Kart es germano y disfruta en silencio de aquellos minutos diarios, contemplando a una mujer tan armónicamente constituida como Julia. Se burla mentalmente de los esfuerzos de Boris por gustar a la muchacha. Y ahora, inesperadamente, aquel mocetón lo deja en evidencia. El no está en la misma situación, pues no duda de cual sería la elección de la hembra si él se hubiera propuesto conquistarla.

Miguel, el muchacho de la coleta, mira con entusiasmo a Julia, fascinado por un cuerpo tan atractivo, embutido en una ropa tan sutil como ajustada, por las esbeltas piernas que se mantienen en equilibrio sobre unas frágiles sandalias. ¡Y qué bien huele! Le encanta venir a las torres para hacer algún arreglo. Es como ir al cine y formar parte del rodaje.

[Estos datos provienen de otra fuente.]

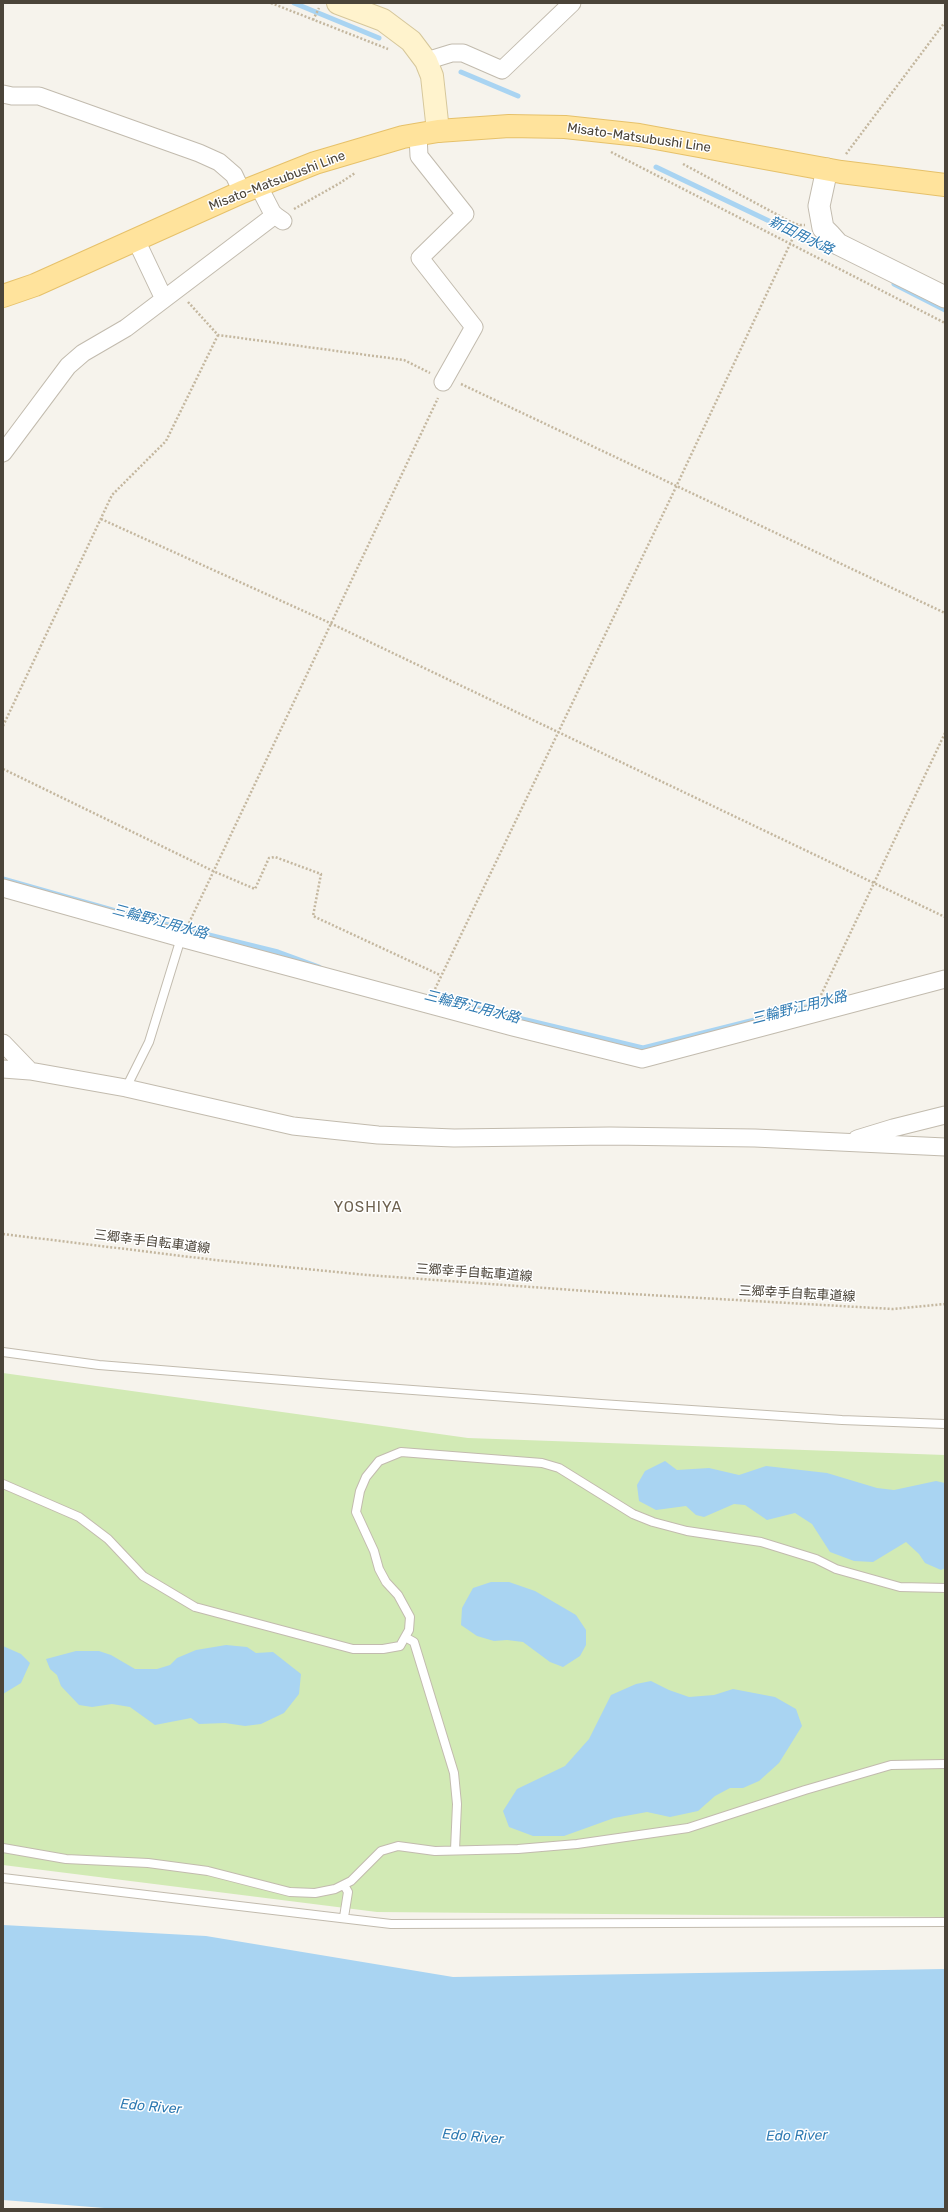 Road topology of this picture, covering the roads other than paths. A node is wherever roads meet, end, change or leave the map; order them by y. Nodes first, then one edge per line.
1 (572, 3) edge
2 (329, 4) edge
3 (426, 61) junction
4 (3, 94) edge
5 (428, 133) junction
6 (834, 171) junction
7 (945, 185) edge
8 (250, 189) junction
9 (136, 240) junction
10 (171, 294) junction
11 (3, 296) edge
12 (945, 297) edge
13 (444, 380) road end
14 (3, 453) edge
15 (3, 888) edge
16 (182, 938) junction
17 (945, 980) edge
18 (3, 1043) edge
19 (3, 1069) edge
20 (30, 1071) junction
21 (126, 1088) junction
22 (945, 1115) edge
23 (848, 1142) junction
24 (945, 1147) edge
25 (3, 1352) edge
26 (945, 1424) edge
27 (3, 1484) edge
28 (945, 1588) edge
29 (406, 1637) junction
30 (945, 1764) edge
31 (3, 1848) edge
32 (455, 1850) junction
33 (3, 1878) edge
34 (344, 1885) junction
35 (344, 1918) junction
36 (945, 1922) edge

1 - 3 street
2 - 3 main road
3 - 5 main road
4 - 8 street
5 - 6 main road, Misato-Matsubushi Line
5 - 8 main road, Misato-Matsubushi Line
5 - 13 street
6 - 7 main road, Misato-Matsubushi Line
6 - 12 street
8 - 9 main road, Misato-Matsubushi Line
8 - 10 street
9 - 10 street
9 - 11 main road, Misato-Matsubushi Line
10 - 14 street
15 - 16 street
16 - 17 street
16 - 21 lane
18 - 20 street
19 - 20 street
20 - 21 street
21 - 23 street
22 - 23 street
23 - 24 street
25 - 26 lane
27 - 29 lane
28 - 29 lane
29 - 32 lane
30 - 32 lane
31 - 34 lane
32 - 34 lane
33 - 35 lane
34 - 35 lane
35 - 36 lane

De súbito un ruido ensordecedor y un temblor espantoso sacude todo el edificio, los cuatro ocupantes del ascensor salen despedidos contra las paredes del mismo, como si fueran peleles, el terrorífico estruendo continúa como si no fuera a terminar jamás y los ojos se les dilatan en las órbitas como si desde ellos se uniera su cerebro al caos terrorífico que les hace sentir aquel instante como el último consciente de su hasta entonces plácida existencia. La voz de Boris es un grito desgarrado apenas audible en medio del infernal estrépito.

—¡Un terremoto! Tenemos que salir de aquí.

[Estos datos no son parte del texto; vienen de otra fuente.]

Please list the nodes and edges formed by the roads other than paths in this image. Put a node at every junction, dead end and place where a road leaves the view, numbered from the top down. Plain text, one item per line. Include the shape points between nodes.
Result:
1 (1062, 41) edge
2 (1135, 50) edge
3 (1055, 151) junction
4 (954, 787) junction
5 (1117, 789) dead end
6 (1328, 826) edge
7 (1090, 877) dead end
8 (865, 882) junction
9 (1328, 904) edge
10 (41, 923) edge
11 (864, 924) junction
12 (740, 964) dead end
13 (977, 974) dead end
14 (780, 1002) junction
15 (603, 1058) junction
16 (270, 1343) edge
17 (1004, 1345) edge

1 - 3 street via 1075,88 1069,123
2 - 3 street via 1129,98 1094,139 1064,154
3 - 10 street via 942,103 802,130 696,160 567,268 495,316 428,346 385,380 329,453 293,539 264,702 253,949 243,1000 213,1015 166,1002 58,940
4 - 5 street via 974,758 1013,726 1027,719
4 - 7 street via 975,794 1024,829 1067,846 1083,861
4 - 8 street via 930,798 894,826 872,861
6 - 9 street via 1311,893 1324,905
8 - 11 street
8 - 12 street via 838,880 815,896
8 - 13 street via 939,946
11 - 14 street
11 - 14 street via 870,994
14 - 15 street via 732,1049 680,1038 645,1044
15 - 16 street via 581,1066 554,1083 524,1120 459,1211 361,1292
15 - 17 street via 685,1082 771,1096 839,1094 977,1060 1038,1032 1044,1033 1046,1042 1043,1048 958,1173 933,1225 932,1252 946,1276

Sonidos dantescos, crujidos, chasquidos y zumbidos se suceden, y aunque en pocos segundos se amortiguan, permanece un ruido sordo que impide que la sensación de desconcierto disminuya en el ambiente.

Miguel y Kart se levantan los primeros. El muchacho se precipita hacia el cuadro y pulsa los botones para abrir la puerta, sin resultado; intenta dar la alarma, pero no funciona.

—Estamos atrapados.

Kart recorre el ascensor, examina las paredes como una fiera enjaulada, busca como un poseso. Boris, espatarrado en el suelo, junto a Julia, haciendo un esfuerzo se vuelve hacia ella.

—¿Estás bien?

La muchacha intenta abrir los ojos pero le pesan los párpados como si se hubieran vuelto de plomo. Lo mira atontada.

—No lo sé. Me duele todo.

Se palpa buscando algo roto. Boris se pone en pie y la ayuda a levantarse, aunque una sensación de mareo les invade.

—¿Qué hacemos?

Es Miguel quien habla, agotados los recursos. Kart se detiene un instante y los mira fijamente. Luego prosigue su recorrido. Miguel mira hacia el techo.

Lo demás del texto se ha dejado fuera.